2) Parlare di Nonturismo in un territorio turistico è una contraddizione?
No. Il Nonturismo non nega ciò che un territorio è stato o ciò che è, le vocazioni che ha avuto e le fasi storiche che ha vissuto. È un altro concetto. Dopo aver messo da parte ciò che un luogo appare agli occhi dei turisti, accoglie tutto ciò che quel luogo è stato ed è e sollecita la comunità a interrogare questo patrimonio di identità, alla ricerca del filo rosso che unisce passato, presente e futuro. Il posto del Nonturismo è ovunque ci sia una comunità che abbia bisogno e voglia di osservarsi e rinnovarsi.
3) Come è stato (e come è ancora) il vostro incontro e il vostro rapporto con il territorio di Ussita?
Ci siamo avvicinati al territorio a seguito dei tragici eventi sismici 2016/2017 che tutti conosciamo. Ci siamo chiesti cosa potevamo fare per Ussita e per le comunità coinvolte da quelle ferite, come aiutarle a sentirsi in grado di reimmaginare il proprio futuro in una situazione così drammatica. Nell’incontrare Ussita e la sua comunità per noi è stato fondamentale il ponte costruito da C.A.S.A., il nostro primo interlocutore con il luogo, una realtà fatta di persone che si sono unite nella solidarietà e nella bellezza scegliendo coraggiosamente di tornare a vivere a Ussita o di restarci anche dopo il sisma. Attraverso C.A.S.A. siamo riusciti a entrare dentro il territorio e la comunità nel modo in cui avevamo immaginato di farlo: da nonturisti. Abbiamo respirato gioie, difficoltà, complessità, umanità e l’aria montanara dei Sibillini più autentici. Ora, alla luce dei risultati, anche inaspettati, di questo progetto durato quasi due anni, di cui la guida è solo la punta dell’iceberg, il desiderio è quello di continuare a lavorare per queste comunità e territori, perché Ussita non è più solo un territorio per noi.
4) In molti ce l’hanno chiesto: cosa significa la pecora-lupo in copertina?

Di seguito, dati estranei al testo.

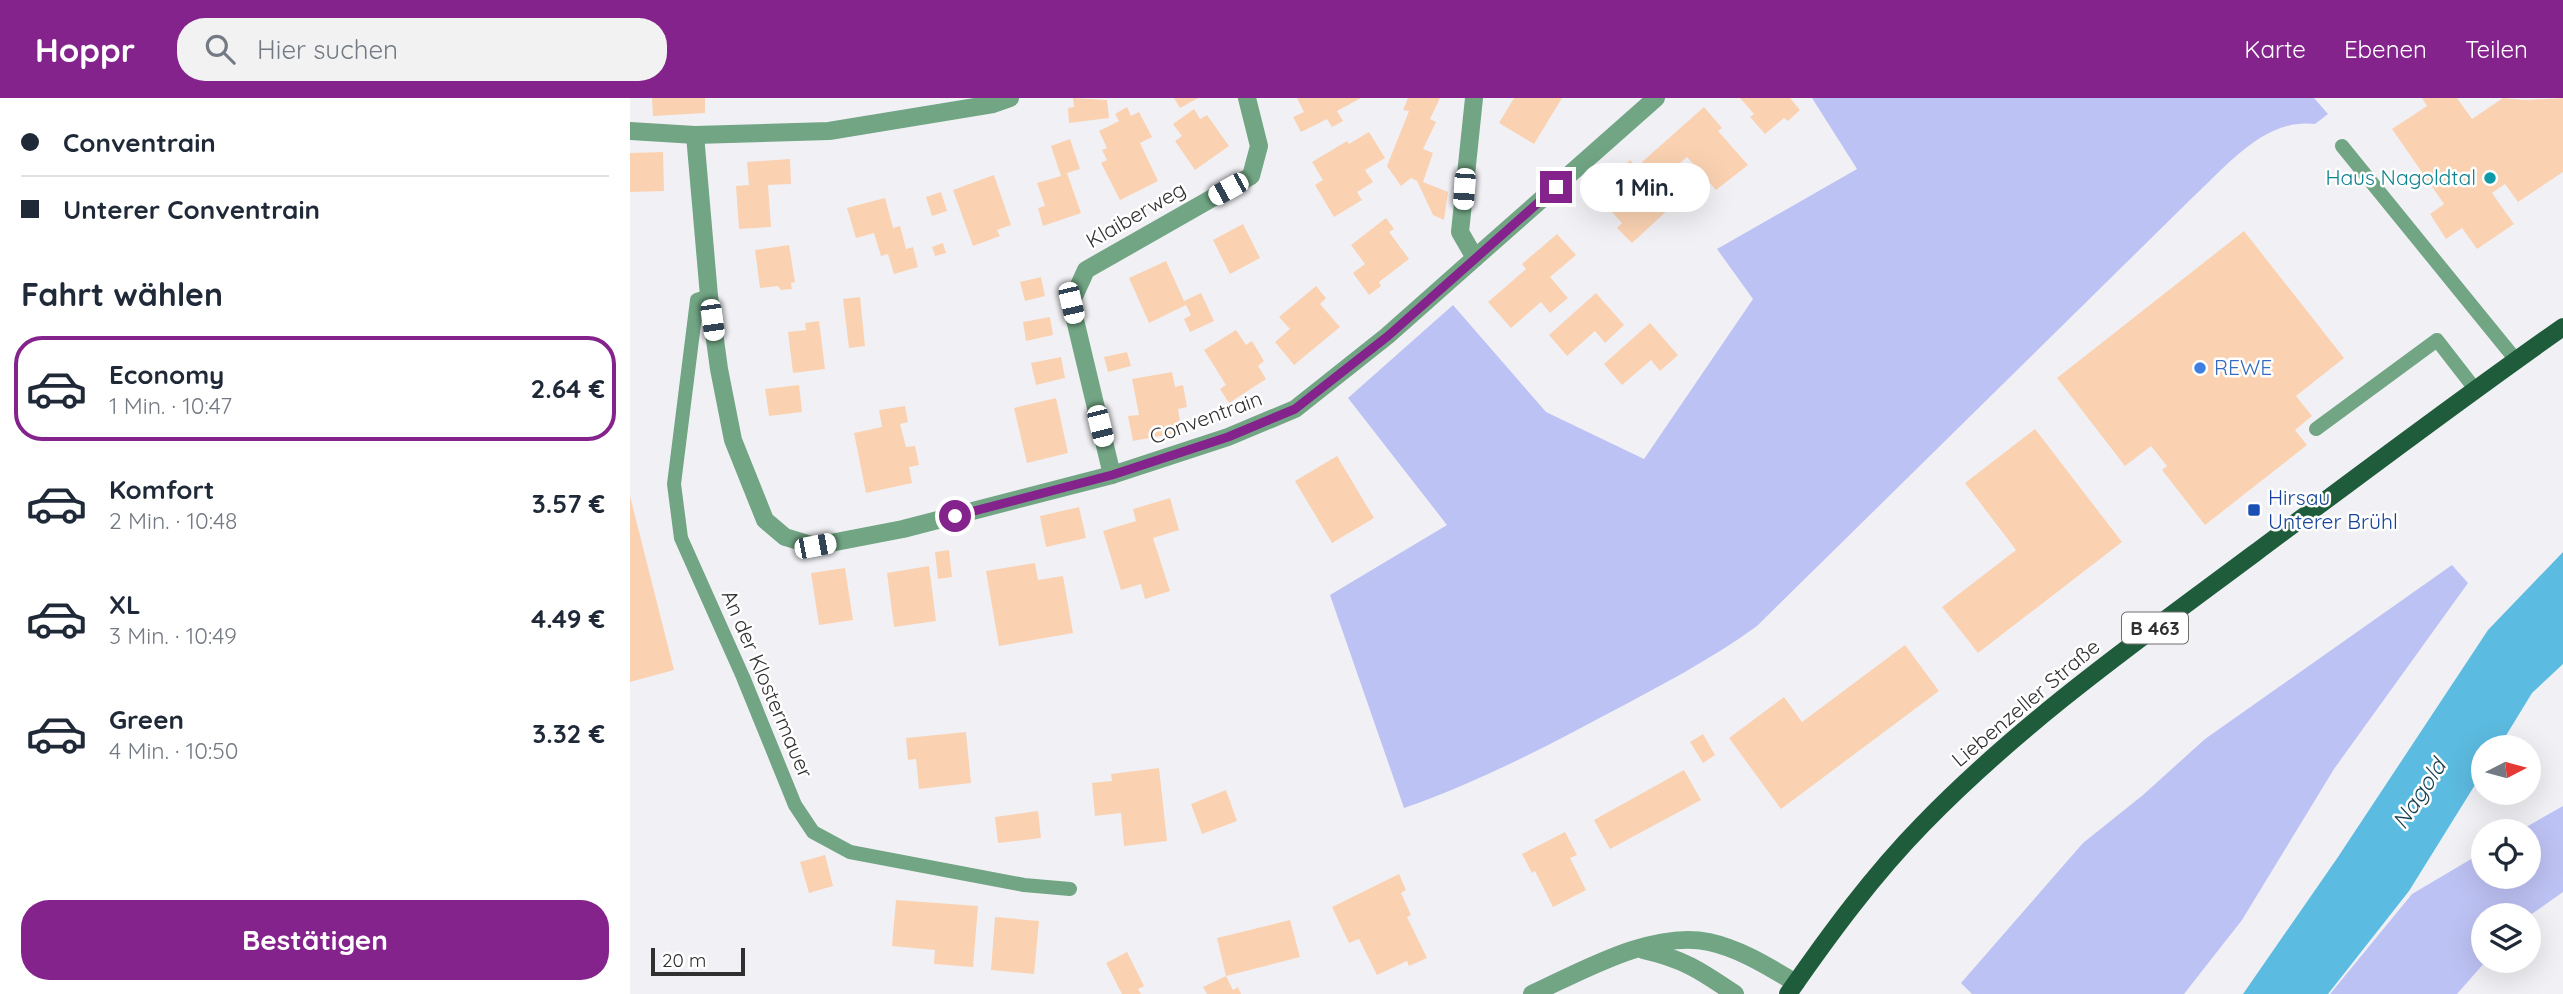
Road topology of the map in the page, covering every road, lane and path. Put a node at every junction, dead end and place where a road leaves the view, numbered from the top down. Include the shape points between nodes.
1 (1010, 98) edge
2 (1247, 98) edge
3 (1474, 98) edge
4 (1656, 98) edge
5 (630, 131) edge
6 (695, 135) junction
7 (2343, 146) dead end
8 (1475, 258) junction
9 (709, 296) junction
10 (2563, 327) edge
11 (2516, 360) junction
12 (2475, 389) junction
13 (2316, 429) dead end
14 (1112, 475) junction
15 (1070, 889) dead end
16 (1640, 949) junction
17 (1792, 988) edge
18 (1532, 994) edge
19 (1735, 994) edge

1 - 6 street via 829,131
2 - 14 street, Klaiberweg via 1259,146 1251,176 1086,270 1071,303
3 - 8 street via 1460,232
4 - 8 street, Conventrain
5 - 6 street
6 - 9 street, Conventrain
7 - 11 lane
8 - 14 street, Conventrain via 1388,336 1295,409 1228,437
9 - 14 street, Conventrain via 733,440 765,520 785,537 815,546 903,529
9 - 15 lane, An der Klostermauer via 697,300 681,417 674,484 681,538 795,805 813,832 850,852 1024,885
10 - 11 main road, Liebenzeller Straße / B 463
11 - 12 main road, Liebenzeller Straße / B 463
12 - 13 lane via 2437,340
12 - 17 main road, Liebenzeller Straße / B 463 via 2119,654 2013,739 1922,824
16 - 17 street, Liebenzeller Straße via 1674,940 1709,942 1755,958
16 - 18 street, Liebenzeller Straße via 1597,963
16 - 19 street via 1675,957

La pecora-lupo, o lupo-pecora, della copertina è un dettaglio ripreso da un artwork di Giacomo Giovannetti realizzato per la guida Ussita, Monti Sibillini. L’artista si è ispirato all’annedoto del “luparu”, riportato anche nel volume, una figura del passato ussitano che guadagnava tra i sette e gli otto baiocchi per ogni lupo ammazzato, e ai pascoli di pecore sui fianchi delle montagne intorno a Ussita. Il lupo e la pecora sono figure ricorrenti nei ricordi degli ussitani che, unite in un unico animale immaginario, ben rappresentano lo spirito di comunità: un insieme di forza e dolcezza, tenacia e tenerezza.

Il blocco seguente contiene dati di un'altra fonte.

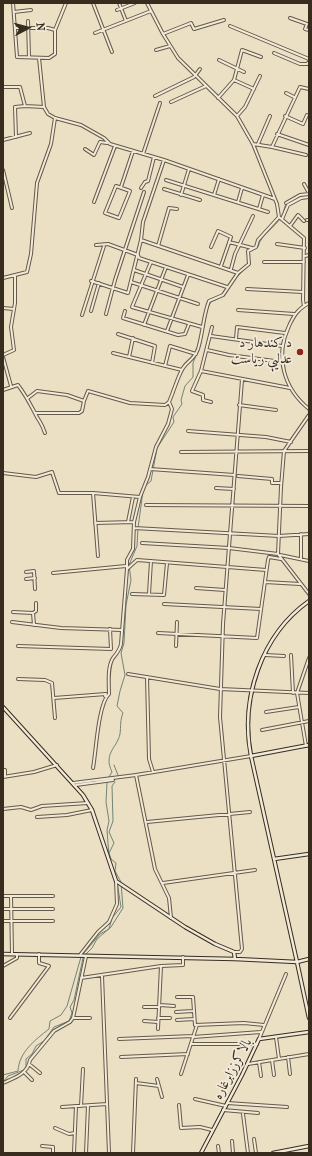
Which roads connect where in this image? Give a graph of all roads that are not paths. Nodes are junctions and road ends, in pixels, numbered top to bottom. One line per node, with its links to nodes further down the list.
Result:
1 (13, 3): 11 (street)
2 (66, 3): 19 (street)
3 (93, 3): 20 (street)
4 (119, 3): 7 (street)
5 (135, 3): 7 (street)
6 (147, 3): 10 (street)
7 (121, 8): 9 (street); 15 (street)
8 (31, 10): 11 (street)
9 (117, 10)
10 (151, 11): 15 (street); 23 (street)
11 (14, 12): 17 (street)
12 (290, 18): 21 (street)
13 (224, 20): 23 (street)
14 (28, 21): 18 (street)
15 (126, 21): 20 (street)
16 (230, 26): 31 (street)
17 (15, 28): 18 (street); 28 (street)
18 (28, 28): 19 (street); 28 (street)
19 (55, 30): 30 (street)
20 (103, 30): 22 (street); 26 (street)
21 (309, 30)
22 (95, 33)
23 (163, 34): 24 (street)
24 (170, 46): 25 (street); 37 (street)
25 (156, 50)
26 (112, 52)
27 (274, 53): 33 (street)
28 (29, 57): 30 (street)
29 (261, 57): 34 (street)
30 (39, 58): 51 (street)
31 (309, 59)
32 (219, 60): 34 (street)
33 (309, 63)
34 (237, 68): 36 (street); 39 (street)
35 (200, 69): 37 (street)
36 (244, 72)
37 (194, 76): 40 (street); 45 (street)
38 (260, 76): 43 (street)
39 (234, 80): 43 (street); 47 (street)
40 (206, 86): 47 (street); 48 (street)
41 (3, 87): 50 (street)
42 (309, 89): 46 (street)
43 (254, 90): 53 (street)
44 (286, 93): 46 (street)
45 (155, 96)
46 (294, 97): 55 (street)
47 (218, 98): 53 (street)
48 (171, 102)
49 (160, 103): 69 (street)
50 (26, 106): 51 (street); 59 (street)
51 (44, 108): 56 (street)
52 (307, 115): 55 (street)
53 (237, 116): 62 (street)
54 (270, 116): 63 (street)
55 (285, 116): 58 (street)
56 (54, 118): 61 (street); 128 (street)
57 (30, 134): 59 (street)
58 (277, 134): 64 (street); 66 (street)
59 (16, 137): 60 (street)
60 (3, 140)
61 (107, 142): 65 (street); 67 (street)
62 (253, 144): 63 (street); 92 (street)
63 (258, 145): 66 (street)
64 (309, 145)
65 (115, 146): 68 (street); 94 (street)
66 (272, 147): 70 (street)
67 (85, 149)
68 (133, 151): 69 (street); 80 (street)
69 (143, 154): 71 (street)
70 (306, 155)
71 (154, 157): 72 (street); 81 (street)
72 (164, 160): 73 (street); 105 (street)
73 (189, 169): 76 (street); 79 (street)
74 (3, 170): 75 (street)
75 (4, 177): 97 (street)
76 (219, 179): 82 (street); 88 (street)
77 (166, 180): 79 (street)
78 (304, 184): 86 (street)
79 (184, 186): 87 (street); 88 (street)
80 (121, 187): 80 (street)
81 (141, 188)
82 (242, 188): 89 (street); 95 (street)
83 (164, 189): 87 (street)
84 (298, 190): 90 (street)
85 (144, 192): 115 (street)
86 (309, 194): 90 (street)
87 (181, 195): 93 (street)
88 (214, 195): 95 (street)
89 (263, 195): 92 (street); 99 (street)
90 (301, 196): 91 (street); 96 (street); 102 (street)
91 (309, 198)
92 (275, 199): 102 (street)
93 (200, 200)
94 (94, 202)
95 (237, 202): 99 (street)
96 (286, 203)
97 (12, 208)
98 (177, 209): 111 (street)
99 (259, 209): 100 (street)
100 (268, 212)
101 (253, 216): 109 (street)
102 (280, 218): 104 (street); 113 (street)
103 (304, 220): 104 (street)
104 (290, 226): 114 (street)
105 (141, 240): 111 (street); 116 (street)
106 (229, 242): 109 (street); 112 (street); 122 (street)
107 (277, 244): 114 (street)
108 (96, 245): 110 (street)
109 (240, 245): 113 (street); 124 (street)
110 (104, 246): 115 (street); 132 (street)
111 (158, 246): 122 (street)
112 (211, 247)
113 (252, 248): 126 (street)
114 (305, 248): 118 (street)
115 (125, 250): 116 (street); 137 (street)
116 (138, 255): 119 (street); 125 (street)
117 (309, 255): 118 (street)
118 (305, 256): 121 (street)
119 (151, 262): 123 (street); 127 (street)
120 (264, 262): 121 (street)
121 (304, 262): 141 (street)
122 (221, 266): 124 (street)
123 (166, 267): 129 (street); 131 (street)
124 (230, 269): 126 (street)
125 (134, 270): 127 (street); 133 (street)
126 (238, 273): 138 (street)
127 (146, 274): 131 (street); 135 (street)
128 (15, 275): 130 (street); 147 (street)
129 (188, 275): 136 (street); 138 (street)
130 (3, 278)
131 (161, 279): 136 (street); 140 (street)
132 (91, 281): 134 (street); 154 (street)
133 (131, 282): 135 (street); 137 (street)
134 (99, 283): 137 (street); 149 (street)
135 (141, 286): 140 (street); 151 (street)
136 (183, 287): 142 (street)
137 (114, 288): 152 (street)
138 (228, 288): 159 (street)
139 (247, 289): 141 (street)
140 (156, 291): 142 (street); 151 (street)
141 (303, 292): 145 (street)
142 (179, 298): 144 (street); 155 (street)
143 (309, 303): 145 (street)
144 (198, 304)
145 (304, 306): 153 (street)
146 (3, 308): 147 (street)
147 (14, 309): 170 (street)
148 (238, 310): 153 (street)
149 (92, 311)
150 (126, 311): 157 (street)
151 (149, 311): 155 (street); 157 (street)
152 (106, 314)
153 (294, 314): 161 (street)
154 (82, 315)
155 (171, 319): 156 (street); 160 (street)
156 (189, 324): 159 (street); 160 (street)
157 (144, 325): 160 (street)
158 (212, 326): 163 (street)
159 (202, 327): 169 (street)
160 (166, 332)
161 (285, 333): 165 (street); 166 (street)
162 (118, 334): 164 (street)
163 (210, 336): 165 (street); 167 (street)
164 (133, 338): 171 (street); 173 (street)
165 (236, 339): 166 (street)
166 (282, 346): 172 (street)
167 (207, 350): 172 (street); 176 (street)
168 (113, 353): 171 (street)
169 (196, 354): 174 (street); 175 (street)
170 (3, 356): 178 (street)
171 (129, 357): 173 (street)
172 (282, 362): 179 (street)
173 (152, 363): 174 (street)
174 (165, 366): 175 (street)
175 (182, 370): 183 (street)
176 (200, 372): 177 (street); 184 (street)
177 (242, 380): 179 (street); 185 (street)
178 (11, 386): 180 (street); 181 (street)
179 (290, 388): 186 (street)
180 (3, 390)
181 (28, 398): 182 (street); 188 (street)
182 (84, 401): 183 (street); 188 (street)
183 (169, 402): 198 (street)
184 (211, 402)
185 (239, 405): 187 (street); 192 (street)
186 (309, 409)
187 (276, 410)
188 (36, 413): 191 (street)
189 (309, 415): 193 (street)
190 (188, 431): 192 (street)
191 (45, 434)
192 (237, 435): 193 (street); 194 (street)
193 (291, 442): 195 (street)
194 (236, 451): 195 (street); 197 (street); 200 (street)
195 (284, 451): 196 (street); 202 (street)
196 (309, 451)
197 (181, 452)
198 (152, 469): 200 (street); 207 (street)
199 (3, 472): 205 (street)
200 (235, 476): 204 (street)
201 (238, 476): 202 (street)
202 (281, 483): 210 (street)
203 (216, 488): 204 (street)
204 (234, 490): 209 (street)
205 (93, 493): 206 (street); 214 (street)
206 (133, 497): 207 (street); 212 (street)
207 (140, 497): 213 (street)
208 (146, 505): 209 (street)
209 (232, 505): 210 (street); 216 (street)
210 (280, 505): 211 (street); 219 (street)
211 (309, 506)
212 (128, 522): 213 (street); 214 (street)
213 (134, 522): 215 (street)
214 (95, 523): 223 (street)
215 (134, 528): 216 (street); 230 (street)
216 (230, 533): 219 (street); 221 (street)
217 (301, 534): 218 (street); 219 (street); 225 (street)
218 (309, 534)
219 (279, 536): 222 (street)
220 (142, 543): 221 (street)
221 (229, 548): 222 (street); 229 (street)
222 (279, 555): 224 (street); 225 (street)
223 (98, 556)
224 (283, 559): 231 (street); 237 (street)
225 (301, 559): 227 (street)
226 (151, 561): 228 (street); 230 (street); 242 (street)
227 (309, 561)
228 (167, 562): 229 (street); 242 (street)
229 (227, 567): 231 (street); 240 (street)
230 (127, 568): 233 (street); 255 (street)
231 (266, 570): 236 (street)
232 (26, 572): 234 (street)
233 (53, 573)
234 (35, 578): 235 (street); 239 (street)
235 (26, 579)
236 (265, 582): 237 (street); 248 (street)
237 (300, 584): 243 (street)
238 (196, 588): 240 (street)
239 (35, 590)
240 (226, 590): 247 (street)
241 (132, 594): 242 (street)
242 (149, 594)
243 (309, 594)
244 (309, 601): 261 (main road)
245 (36, 604): 250 (street)
246 (164, 604): 247 (street)
247 (224, 607): 248 (street); 258 (street)
248 (261, 609): 258 (street)
249 (13, 612): 250 (street)
250 (34, 613): 253 (street)
251 (12, 622): 253 (street)
252 (177, 622): 257 (street)
253 (34, 624): 254 (street)
254 (110, 629): 255 (street); 259 (street)
255 (122, 630): 274 (street)
256 (158, 633): 257 (street)
257 (177, 634): 258 (street); 260 (street)
258 (223, 638): 268 (street)
259 (18, 646)
260 (176, 646)
261 (265, 655): 263 (street); 269 (main road)
262 (290, 655): 270 (street)
263 (284, 656)
264 (309, 658): 271 (street)
265 (128, 674): 266 (street)
266 (147, 677): 268 (street); 288 (street)
267 (18, 680): 273 (street)
268 (220, 689): 269 (street); 284 (street)
269 (252, 689): 270 (street); 283 (main road)
270 (293, 693): 271 (street)
271 (297, 693): 272 (street); 276 (street)
272 (309, 693)
273 (54, 698): 274 (street); 278 (street)
274 (105, 698): 286 (street)
275 (3, 707): 285 (main road)
276 (299, 707): 277 (street); 280 (street)
277 (266, 712)
278 (54, 718)
279 (309, 721): 280 (street)
280 (302, 722): 281 (street); 282 (street)
281 (262, 730)
282 (307, 746): 283 (main road)
283 (251, 756): 284 (street); 300 (main road)
284 (223, 761): 288 (street); 296 (street)
285 (57, 765): 289 (street); 291 (main road)
286 (93, 768)
287 (3, 770): 289 (street)
288 (153, 772): 290 (street)
289 (4, 776)
290 (136, 776): 291 (street); 298 (street)
291 (75, 784): 292 (main road)
292 (88, 803): 293 (street); 294 (main road)
293 (3, 809)
294 (92, 810): 297 (street); 303 (main road)
295 (250, 812): 296 (street)
296 (228, 814): 298 (street); 302 (street)
297 (36, 817)
298 (147, 822): 304 (street)
299 (309, 854): 300 (main road)
300 (274, 859): 325 (main road)
301 (255, 870): 302 (street)
302 (234, 872): 304 (street); 315 (street)
303 (116, 882): 311 (main road); 320 (street)
304 (163, 883): 311 (street)
305 (3, 896): 306 (street)
306 (11, 896): 307 (street); 309 (street)
307 (54, 896)
308 (3, 909): 309 (street)
309 (12, 909): 310 (street); 313 (street)
310 (53, 909)
311 (171, 918): 315 (main road)
312 (3, 921): 313 (street)
313 (12, 921): 314 (street); 317 (street)
314 (53, 921)
315 (234, 952): 323 (main road)
316 (3, 954): 317 (main road)
317 (12, 954): 318 (main road)
318 (17, 954): 319 (main road); 326 (street)
319 (39, 954): 320 (main road); 337 (street)
320 (80, 955): 321 (main road)
321 (86, 956): 322 (main road); 330 (street)
322 (183, 957): 323 (main road); 327 (street)
323 (235, 959): 325 (main road)
324 (309, 959): 325 (main road)
325 (297, 962): 342 (main road)
326 (3, 966)
327 (161, 966): 329 (street); 333 (street)
328 (286, 974): 348 (street)
329 (102, 976): 330 (street); 382 (street)
330 (81, 978): 338 (street)
331 (177, 997): 335 (street)
332 (144, 1006): 333 (street)
333 (159, 1006): 334 (street); 340 (street)
334 (174, 1006)
335 (193, 1011): 336 (street); 343 (street)
336 (176, 1012)
337 (10, 1018)
338 (73, 1018): 339 (street); 365 (street)
339 (90, 1018)
340 (158, 1018): 341 (street); 346 (street)
341 (170, 1018)
342 (309, 1018)
343 (194, 1019): 344 (street); 347 (street)
344 (177, 1020)
345 (144, 1021): 346 (street)
346 (158, 1022): 349 (street)
347 (197, 1025): 348 (street); 352 (street)
348 (264, 1025): 350 (street)
349 (158, 1029)
350 (261, 1032): 352 (street); 355 (street)
351 (309, 1032): 353 (main road, بالاکرززابرغاره)
352 (193, 1037): 354 (street); 356 (street)
353 (276, 1037): 355 (main road, بالاکرززابرغاره); 362 (street)
354 (119, 1039)
355 (259, 1039): 357 (main road, بالاکرززابرغاره)
356 (191, 1044): 357 (street); 358 (street)
357 (257, 1044): 366 (main road, بالاکرززابرغاره)
358 (188, 1054): 360 (street); 370 (street)
359 (309, 1054): 361 (street)
360 (121, 1057)
361 (288, 1057): 362 (street); 371 (street)
362 (279, 1059): 363 (street)
363 (272, 1060): 364 (street); 372 (street)
364 (259, 1062): 366 (street); 373 (street)
365 (29, 1064): 368 (street); 369 (street)
366 (248, 1064): 383 (main road, بالاکرززابرغاره)
367 (83, 1069): 386 (street)
368 (24, 1072): 376 (street); 378 (street)
369 (40, 1074)
370 (181, 1074)
371 (290, 1074)
372 (274, 1075)
373 (261, 1076)
374 (136, 1079): 377 (street)
375 (157, 1079): 379 (street)
376 (32, 1080)
377 (136, 1083): 379 (street); 405 (street)
378 (3, 1084)
379 (158, 1086): 380 (street)
380 (162, 1097)
381 (195, 1099): 383 (street)
382 (107, 1104): 387 (street); 404 (street)
383 (226, 1104): 389 (street); 390 (main road, بالاکرززابرغاره)
384 (179, 1105): 394 (street)
385 (76, 1106): 386 (street); 388 (street); 395 (street)
386 (81, 1106): 387 (street)
387 (88, 1106): 403 (street)
388 (62, 1107)
389 (287, 1107)
390 (223, 1110): 391 (street); 394 (main road, بالاکرززابرغاره)
391 (258, 1113)
392 (243, 1114): 409 (street)
393 (55, 1128): 395 (street)
394 (212, 1130): 406 (main road, بالاکرززابرغاره)
395 (75, 1133): 402 (street)
396 (254, 1138): 410 (street)
397 (232, 1141): 408 (street)
398 (42, 1146): 401 (street)
399 (218, 1146): 407 (street)
400 (309, 1146): 411 (main road)
401 (53, 1153)
402 (74, 1153)
403 (86, 1153)
404 (109, 1153)
405 (133, 1153)
406 (201, 1153)
407 (219, 1153)
408 (234, 1153)
409 (248, 1153)
410 (256, 1153)
411 (273, 1153)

5) In che modo la guida si integra con la piattaforma Loquis e i contributi in essa contenuti?
Sul canale Ussita, Monti Sibillini dell’app Loquis sono contenute sette tracce audio create dall’autrice radiofonica Sara Sartori. Ciascuna è la voce di un ussitano che restituisce il suo pezzetto di Ussita, il suo modo di viverci, il perché di rimanerci e i rumori che accompagnano la sua quotidianità. I sette contributi possono essere ascoltati in qualsiasi momento, a seconda della sensibilità del nonturista: prima di partire o prima ancora di leggere la guida per “accordarsi” alle frequenze di Ussita, o nelle pause tra un itinerario e l’altro mentre si cammina per le frazioni o sul Monte Bove. Di fatto le sette tracce si riferiscono ai primi sette percorsi della guida, quelli contenuti nell’itinerario numero 1, Vivere qui, ma li si può ascoltare come e quando meglio si crede.
6) Quale può essere il contributo del Nonturismo ai territori e, in particolare, come può dare un contributo utile alle terre colpite dal sisma?
Il primo contributo che dà il Nonturismo a un territorio è mettere o rimettere in circolazione il patrimonio identitario di quel territorio e della sua comunità, un contributo che può essere ancor più significativo proprio in quei luoghi cosiddetti marginali dove la comunità ha subito duri colpi. Non è detto, né tantomeno voluto, che questo patrimonio sia fatto solo di esperienze positive, da cartolina: il lavoro introspettivo cui è chiamata la comunità coinvolta in un percorso nonturistico serve proprio a guardarsi con trasparenza e a mettere in discussione eventi, scelte e orientamenti. Ciò con lo sguardo rivolto al futuro, per capire quale strada, tra tutte quelle possibili, è la più adatta a incamminarsi verso il tempo a venire. Come cerca di fare Laddo, il protagonista della storia scritta da Wu Ming 2 che chiude la guida Ussita, Monti Sibillini. Dall’altra parte c’è un mettere in moto un altro tipo di viaggiatore che viene mosso dal desiderio di scoprire o riscoprire luoghi apparentemente non interessanti perché fuori dalle mete di moda. C’è un cambio di rotta e atteggiamento del senso del visitare, entrando in contatto con il senso più autentico del luogo, con gli occhi del luogo, ma con ampi margini di interpretazione da parte del nonturista a cui si dà la possibilità attraverso la guida di immaginare storie e visioni di quel luogo. Così l’arte, perché il progetto, possiamo dirlo, è una grande operazione artistica da nuovo rinascimento, diventa strumento per far entrare in contatto un interno e un esterno di un luogo, per farli dialogare e trovare una nuova armonia, tutta da esplorare.
7) Se questa guida è un percorso, cosa succede adesso?
Il sottotitolo della guida Ussita, Monti Sibillini è “deviazioni inedite raccontate dagli abitanti”, un sottotitolo che ci ricorda innanzitutto quanto il percorso possa prendere tante direzioni quante sono le storie messe in condivisione dalle persone che partecipano al percorso. La prossima tappa è tutta da inventare e ci porterà dove la comunità desidera andare. Di certo, nel frattempo tocca ai nonturisti: la guida è stata pubblicata per invitarli ad andare a Ussita a disegnare le proprie deviazioni tra strade, sentieri, case, negozietti, boschi e cime, lasciandosi guidare dagli incontri con gli ussitani. Quindi, dopo il momento più introspettivo della redazione di comunità, quel che può aprirsi ora è un lungo tempo di confronto con l’esterno portato dallo sguardo dei nonturisti, da cui potrà emergere anche il prossimo capitolo del viaggio. In particolare abbiamo già in cantiere su Frontignano un grande progetto di land art che partirà da gennaio 2021 sul tema dell’abitare temporaneo in un territorio che muta.